Dr. Jose Fernandez is an assistant professor in the Latina/o/x Studies Program at the University of Iowa. He received his Ph.D. from Northern Illinois University. His research interests include American, African American, and Latinx literary histories; Black and Latinx literatures after the 1960s; Latinx intellectual history; and Mexican American literature of the Borderlands.
His book Against Marginalization: Convergences in Black and Latinx Literatures (Ohio State University Press, 2022) studies comparatively periods and episodes in Black and Latinx literary histories to interpret the emergence of both literary traditions as a fight for social, cultural, and artistic recognition and how the writings of some post-1960s Black and Latinx authors challenged the marginalized position of their respective groups in part by appropriating and subverting elements from the larger American literary tradition.
His second book, Publishing Latinidad: Latinx Literary and Intellectual Production 1880-1960 (forthcoming from the University of Arizona Press in Spring 2025), examines Latinx writers and intellectuals prior to 1960 who entered literary, cultural, and intellectual discourses through alternative print cultures and genres, including nontraditional books, Spanish-language newspapers and periodicals, translations, paratexts, bibliographies, and pamphlets.

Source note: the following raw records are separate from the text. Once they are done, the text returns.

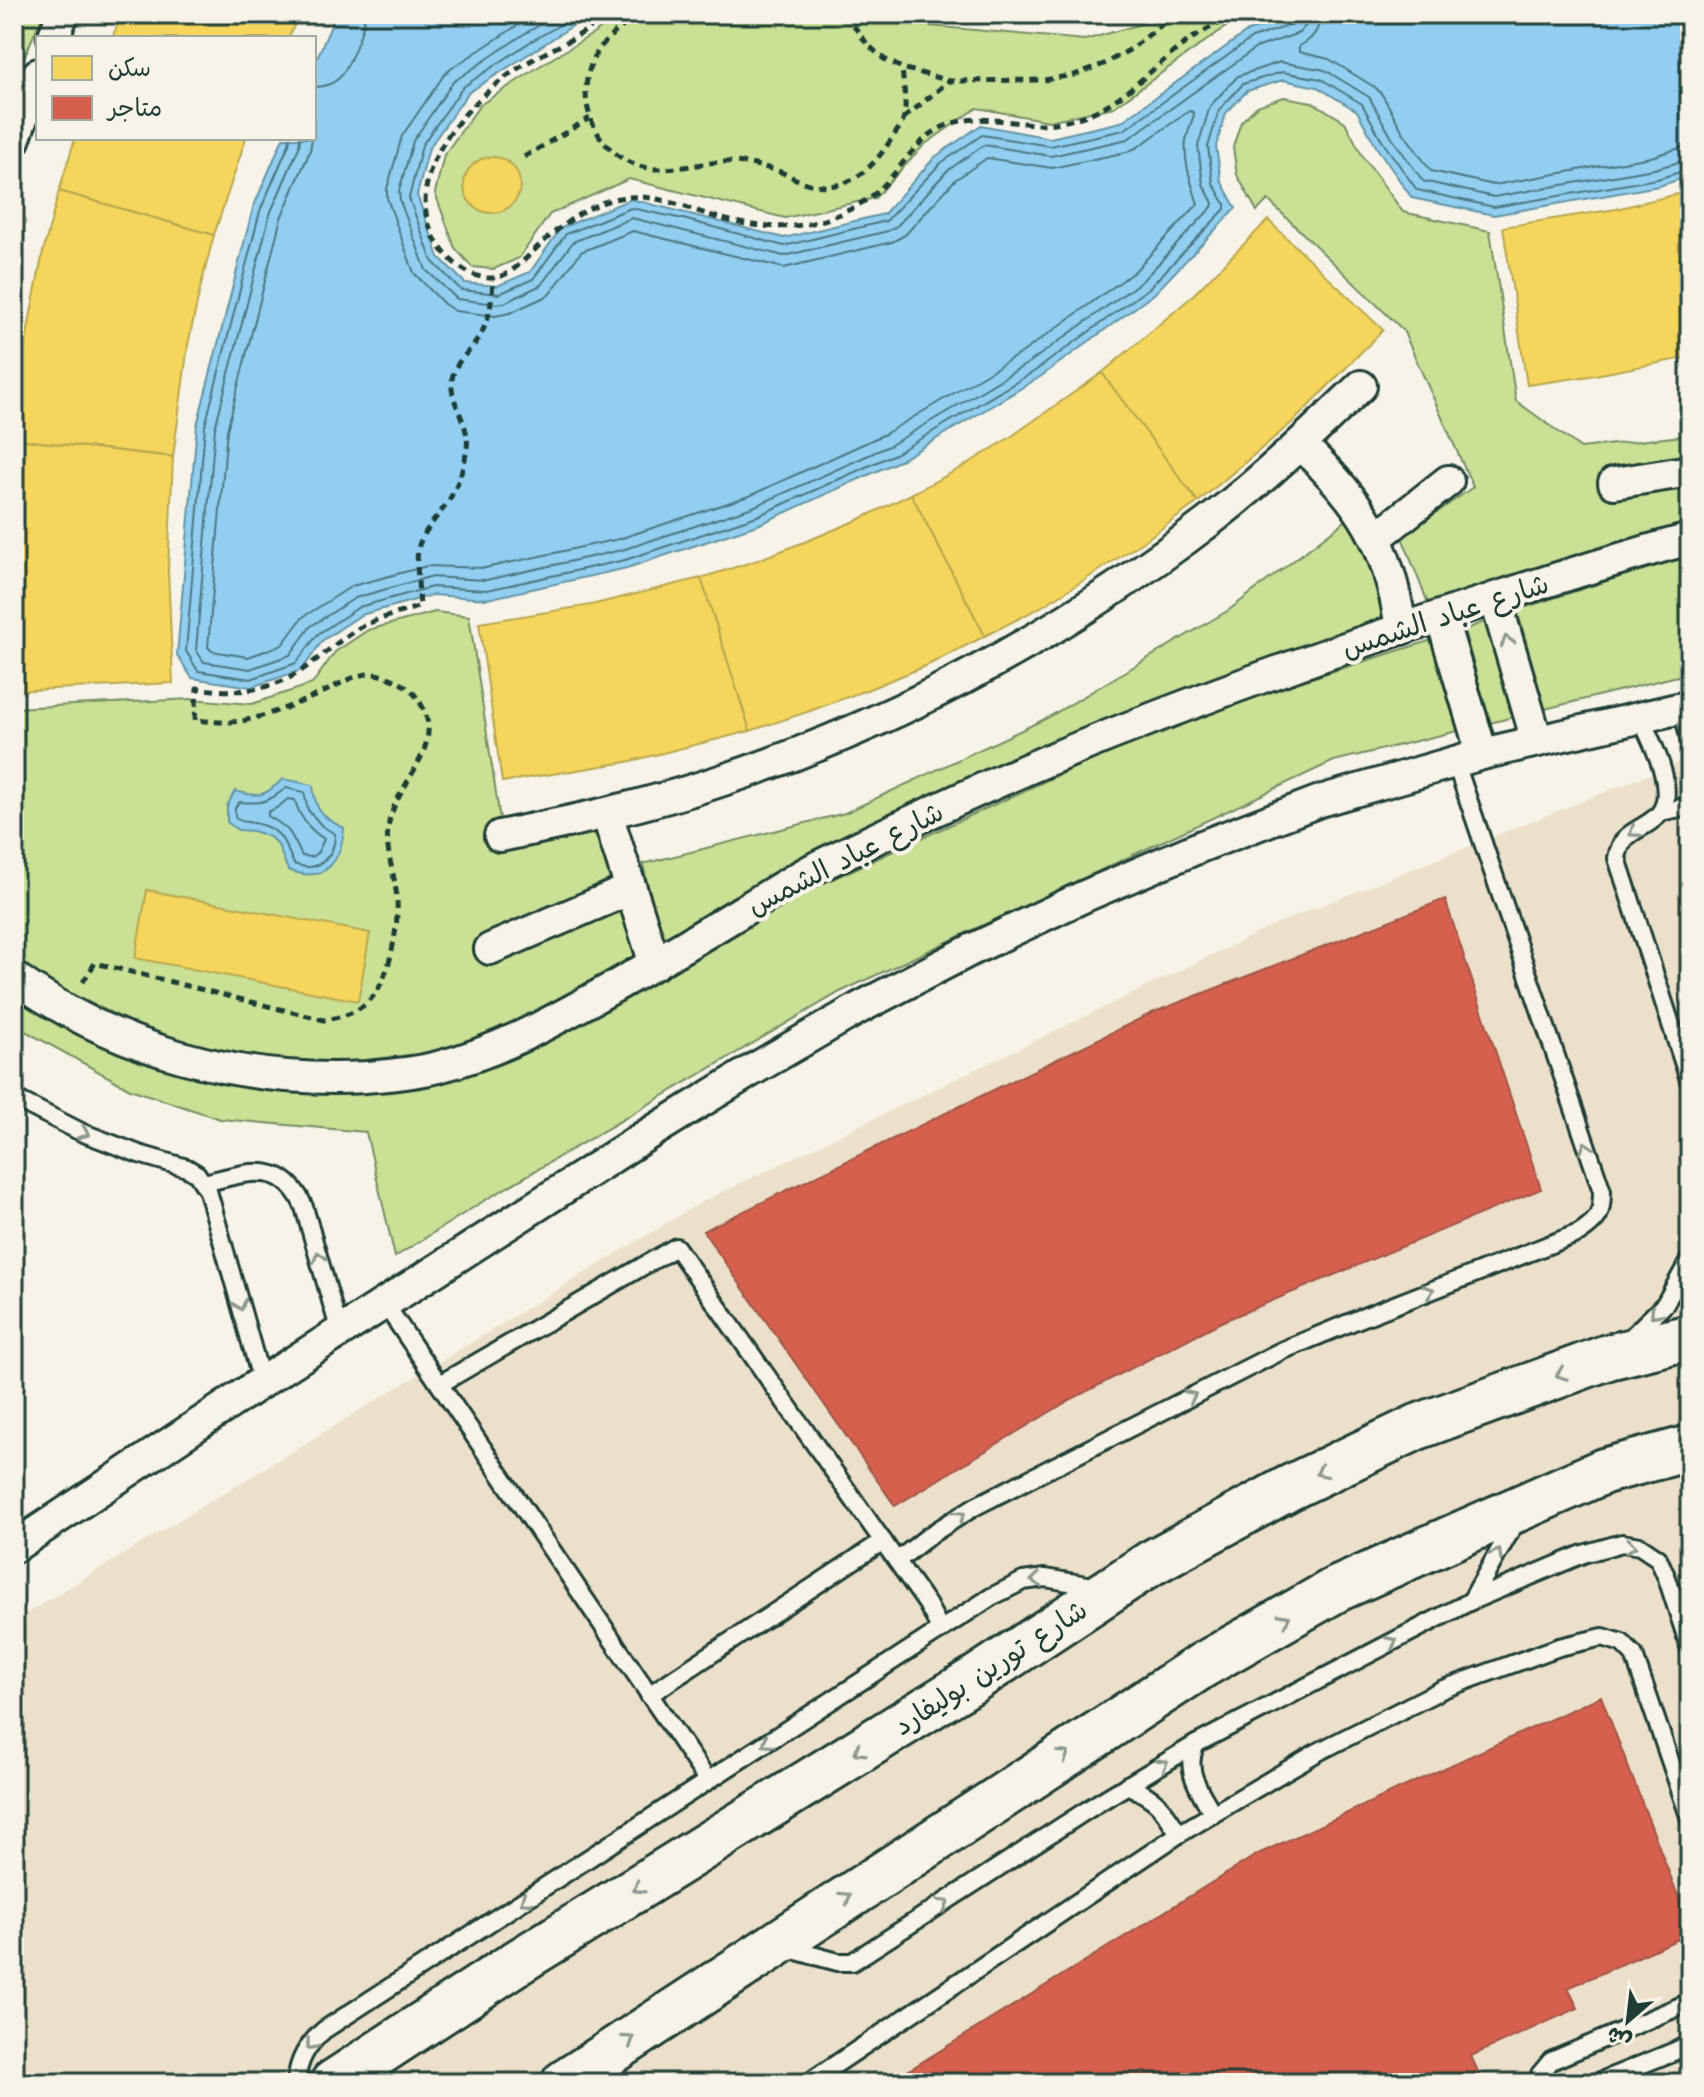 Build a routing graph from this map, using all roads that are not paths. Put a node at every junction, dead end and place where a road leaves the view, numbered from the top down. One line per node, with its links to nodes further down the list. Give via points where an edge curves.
1 (63, 14): 2 (street)
2 (54, 36)
3 (36, 80): 4 (street)
4 (14, 140)
5 (1361, 386): 6 (street)
6 (1300, 444): 10 (street, via 1341,485); 22 (street, via 1214,518 1122,584 939,692 823,744 716,783)
7 (1690, 471): 9 (street)
8 (1448, 481): 10 (street)
9 (1614, 483)
10 (1376, 538): 14 (street)
11 (1690, 539): 12 (street, شارع عباد الشمس)
12 (1495, 598): 13 (street, شارع عباد الشمس); 17 (street, one-way to 12)
13 (1441, 616): 14 (street, شارع عباد الشمس); 19 (street)
14 (1401, 629): 26 (street, شارع عباد الشمس, via 1162,715 929,813 815,868)
15 (1686, 707): 16 (street); 18 (lane)
16 (1640, 717): 17 (street); 21 (lane, via 1662,769)
17 (1537, 741): 19 (street)
18 (1690, 742)
19 (1468, 758): 32 (street, via 1320,801 1202,846 971,950 749,1072); 42 (lane, one-way to 19, via 974,1507 1281,1351 1579,1233 1598,1216 1602,1191)
20 (1690, 806): 21 (lane)
21 (1661, 812): 28 (lane, one-way to 28, via 1624,838 1617,858)
22 (607, 814): 23 (street); 24 (street)
23 (500, 836)
24 (631, 889): 25 (street); 26 (street)
25 (490, 949)
26 (655, 964): 27 (street, شارع عباد الشمس, via 500,1047 436,1068 336,1078 239,1071 150,1048 65,1010)
27 (14, 977)
28 (1690, 1083)
29 (14, 1098): 30 (lane, one-way to 30, via 81,1132 187,1168)
30 (204, 1183): 33 (lane, one-way to 30, via 304,1207 288,1182 259,1172); 36 (lane, one-way to 36)
31 (1690, 1259): 35 (lane, one-way to 35, via 1665,1304)
32 (385, 1304): 33 (street); 37 (lane)
33 (340, 1332): 36 (street)
34 (1690, 1337): 35 (main road, شارع تورين بوليفارد)
35 (1608, 1357): 43 (main road, شارع تورين بوليفارد, one-way to 43, via 1417,1427 1289,1488)
36 (262, 1382): 41 (street)
37 (440, 1384): 40 (lane, via 676,1247); 47 (lane)
38 (1690, 1448): 39 (main road, via 1604,1471)
39 (1523, 1507): 44 (lane, one-way to 39); 54 (main road, one-way to 39, via 1203,1665 1335,1590)
40 (883, 1541): 42 (lane); 47 (lane)
41 (14, 1547)
42 (897, 1561): 45 (lane)
43 (1113, 1589): 45 (lane, one-way to 45, via 1045,1578 1023,1581); 58 (main road, شارع تورين بوليفارد, one-way to 58)
44 (1471, 1601): 46 (lane, one-way to 46, via 1583,1554 1622,1543 1640,1546 1658,1558); 48 (lane, one-way to 44)
45 (941, 1630): 49 (lane, one-way to 49)
46 (1690, 1649)
47 (649, 1695): 49 (lane)
48 (1196, 1744): 50 (lane, one-way to 48); 51 (lane, via 1191,1771)
49 (708, 1781): 57 (lane, one-way to 57, via 324,2030 303,2054)
50 (1127, 1785): 53 (lane, via 1155,1800); 54 (lane, one-way to 50, via 852,1962)
51 (1213, 1814): 52 (lane, via 1316,1753 1443,1689 1559,1647 1603,1637 1622,1643 1634,1655); 53 (lane)
52 (1690, 1819)
53 (1179, 1834): 60 (lane)
54 (773, 1944): 59 (main road, one-way to 54)
55 (1690, 2002): 61 (lane, via 1551,2061)
56 (1690, 2045): 62 (lane)
57 (296, 2083)
58 (333, 2083)
59 (564, 2083)
60 (808, 2083)
61 (1539, 2083)
62 (1596, 2083)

Professor Fernandez’s current research project focuses on the formation of the Latinx literary tradition through the acquisition, editorial practices, publication, and reception of past and contemporary Latinx texts produced by independent periodicals, journals, and book publishers, particularly Arte Público Press.
At the University of Iowa, he teaches LATS: 1700: Latina/o/x Literature in the U.S., LATS: 2280 Introduction to Latina/o/x Studies, LATS 3100: Latinx Community Engagement, and LATS: 3415 Latina/o/x Protests, Movement, Resistance.